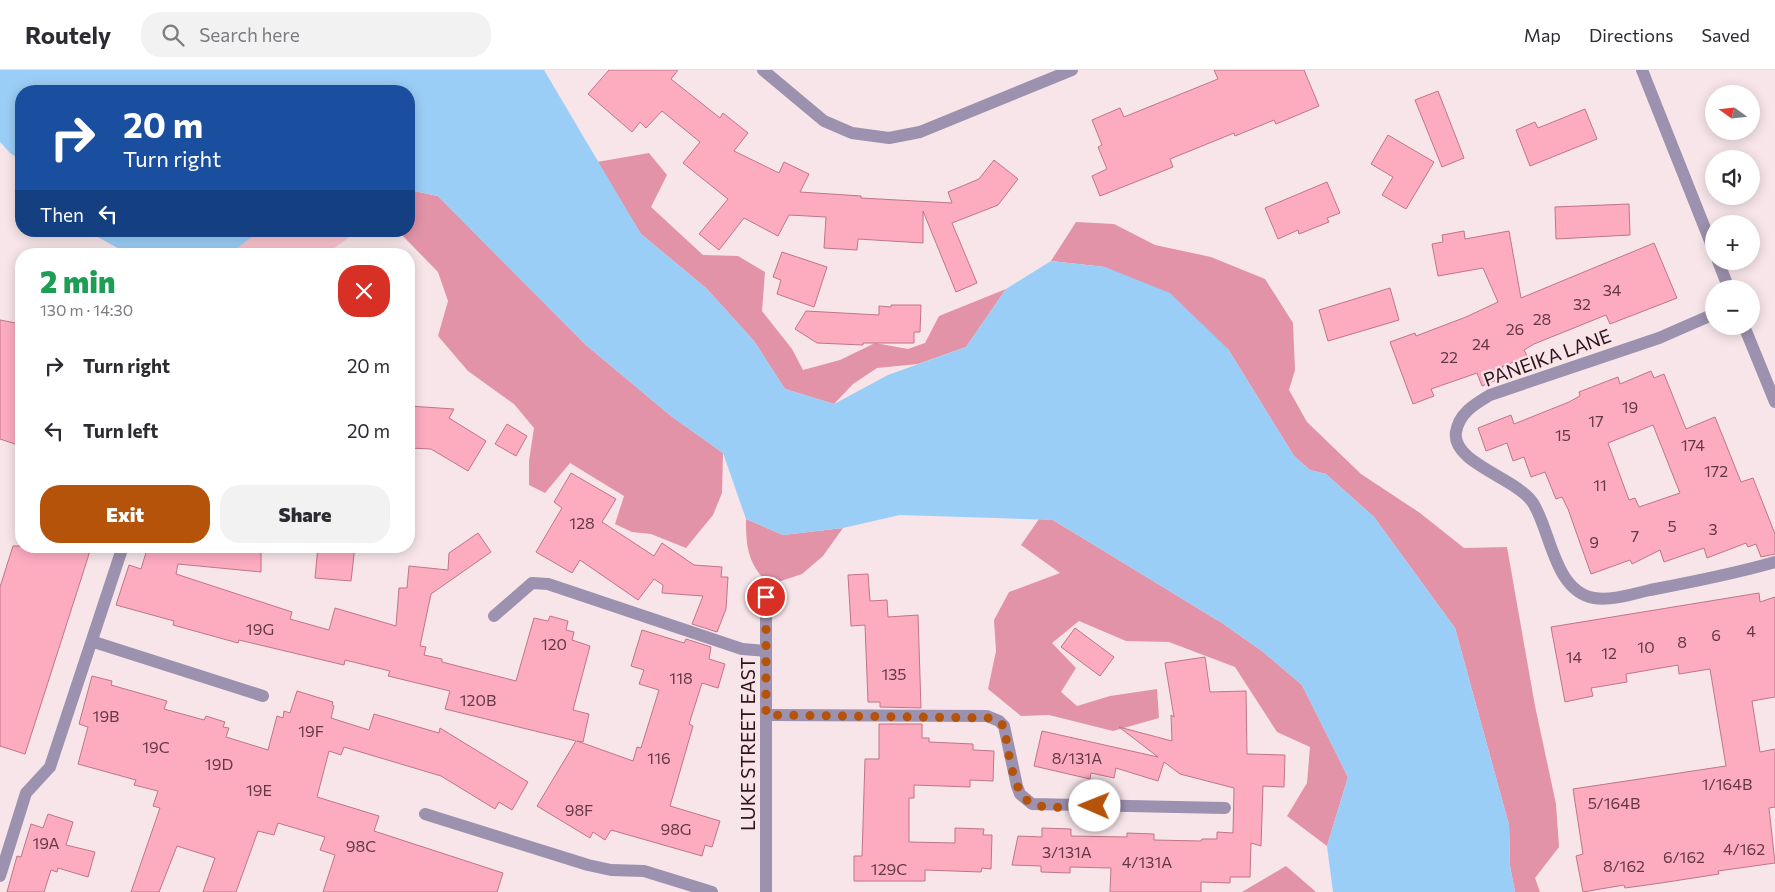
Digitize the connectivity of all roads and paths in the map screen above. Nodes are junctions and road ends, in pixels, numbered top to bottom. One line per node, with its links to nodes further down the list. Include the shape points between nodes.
1 (763, 70): 2 (street, via 824,121 852,133 889,138 920,132)
2 (1072, 70)
3 (1642, 70): 4 (street)
4 (1705, 228)
5 (1705, 318): 9 (street, PANEIKA LANE, via 1659,338 1490,395 1461,418 1457,443 1471,460 1520,488 1533,503 1566,580 1593,598 1610,598 1710,579)
6 (1748, 335): 7 (street)
7 (1775, 402)
8 (122, 553): 12 (street)
9 (1775, 562)
10 (766, 597): 13 (street, LUKE STREET EAST)
11 (494, 616): 13 (street, via 532,583 548,584 742,649)
12 (94, 642): 14 (street); 18 (street, via 50,767 26,794)
13 (766, 651): 15 (street, LUKE STREET EAST)
14 (263, 696)
15 (766, 715): 16 (street, via 986,716 1004,726 1017,786 1020,794 1032,804); 20 (street, LUKE STREET EAST)
16 (1225, 808)
17 (425, 814): 19 (street, via 588,865 611,870 644,871)
18 (0, 876)
19 (712, 892)
20 (766, 892)

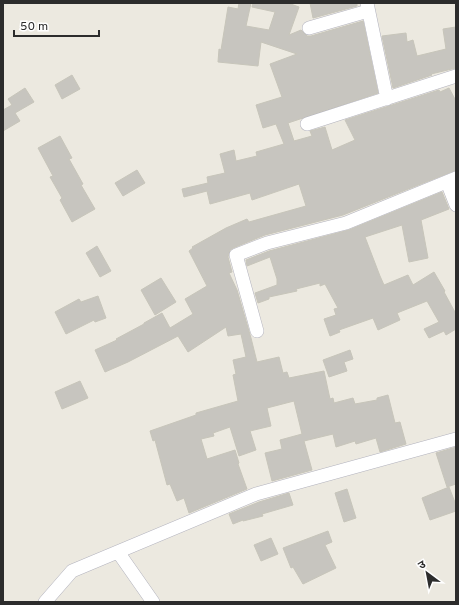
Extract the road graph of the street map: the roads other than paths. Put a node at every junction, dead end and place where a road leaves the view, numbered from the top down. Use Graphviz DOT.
graph roads {
  1 [pos="367,7"];
  2 [pos="309,28"];
  3 [pos="456,76"];
  4 [pos="387,99"];
  5 [pos="307,124"];
  6 [pos="452,180"];
  7 [pos="456,205"];
  8 [pos="257,331"];
  9 [pos="455,443"];
  10 [pos="118,552"];
  11 [pos="45,602"];
  12 [pos="153,602"];
  1 -- 2 [label="street"];
  1 -- 4 [label="street"];
  3 -- 4 [label="street"];
  4 -- 5 [label="street"];
  6 -- 7 [label="street"];
  6 -- 8 [label="street"];
  9 -- 10 [label="street"];
  10 -- 11 [label="street"];
  10 -- 12 [label="street"];
}
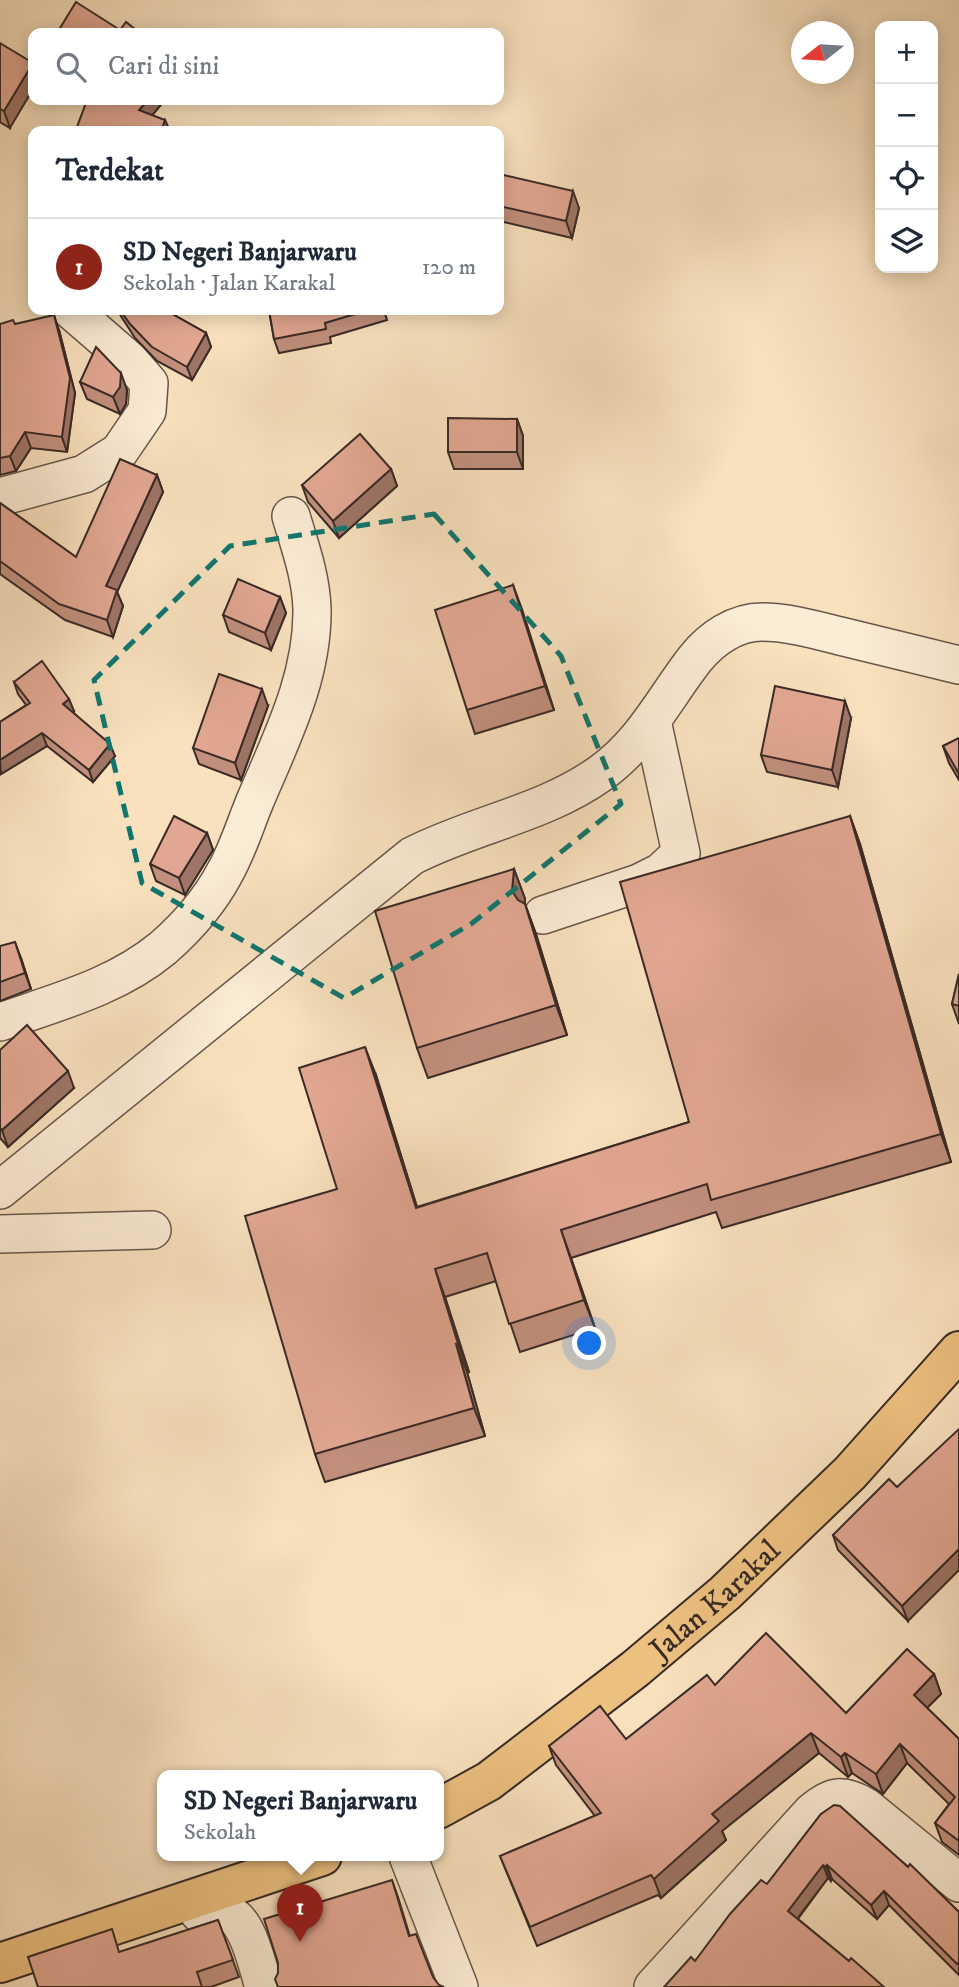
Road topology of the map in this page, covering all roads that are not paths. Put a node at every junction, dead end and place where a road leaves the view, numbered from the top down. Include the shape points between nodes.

THE TASK »
Make an exact copy of the data, leaving its pictures out.

REPLY »
Digitize the connectivity of all roads and paths in the map screen above. Nodes are junctions and road ends, in pixels, numbered top to bottom. One line per node, with its links to nodes further down the list. Include the shape points between nodes.
1 (763, 70): 2 (street, via 824,121 852,133 889,138 920,132)
2 (1072, 70)
3 (1642, 70): 4 (street)
4 (1705, 228)
5 (1705, 318): 9 (street, PANEIKA LANE, via 1659,338 1490,395 1461,418 1457,443 1471,460 1520,488 1533,503 1566,580 1593,598 1610,598 1710,579)
6 (1748, 335): 7 (street)
7 (1775, 402)
8 (122, 553): 12 (street)
9 (1775, 562)
10 (766, 597): 13 (street, LUKE STREET EAST)
11 (494, 616): 13 (street, via 532,583 548,584 742,649)
12 (94, 642): 14 (street); 18 (street, via 50,767 26,794)
13 (766, 651): 15 (street, LUKE STREET EAST)
14 (263, 696)
15 (766, 715): 16 (street, via 986,716 1004,726 1017,786 1020,794 1032,804); 20 (street, LUKE STREET EAST)
16 (1225, 808)
17 (425, 814): 19 (street, via 588,865 611,870 644,871)
18 (0, 876)
19 (712, 892)
20 (766, 892)

Extract the road graph of the street map: the roads other than paths. Put a node at every junction, dead end and place where a road leaves the view, numbered from the top down. Use Graphviz DOT.
graph roads {
  1 [pos="367,7"];
  2 [pos="309,28"];
  3 [pos="456,76"];
  4 [pos="387,99"];
  5 [pos="307,124"];
  6 [pos="452,180"];
  7 [pos="456,205"];
  8 [pos="257,331"];
  9 [pos="455,443"];
  10 [pos="118,552"];
  11 [pos="45,602"];
  12 [pos="153,602"];
  1 -- 2 [label="street"];
  1 -- 4 [label="street"];
  3 -- 4 [label="street"];
  4 -- 5 [label="street"];
  6 -- 7 [label="street"];
  6 -- 8 [label="street"];
  9 -- 10 [label="street"];
  10 -- 11 [label="street"];
  10 -- 12 [label="street"];
}
Road topology of the map in this page, covering all roads that are not paths. Put a node at every junction, dead end and place where a road leaves the view, numbered from the top down. Include the shape points between nodes.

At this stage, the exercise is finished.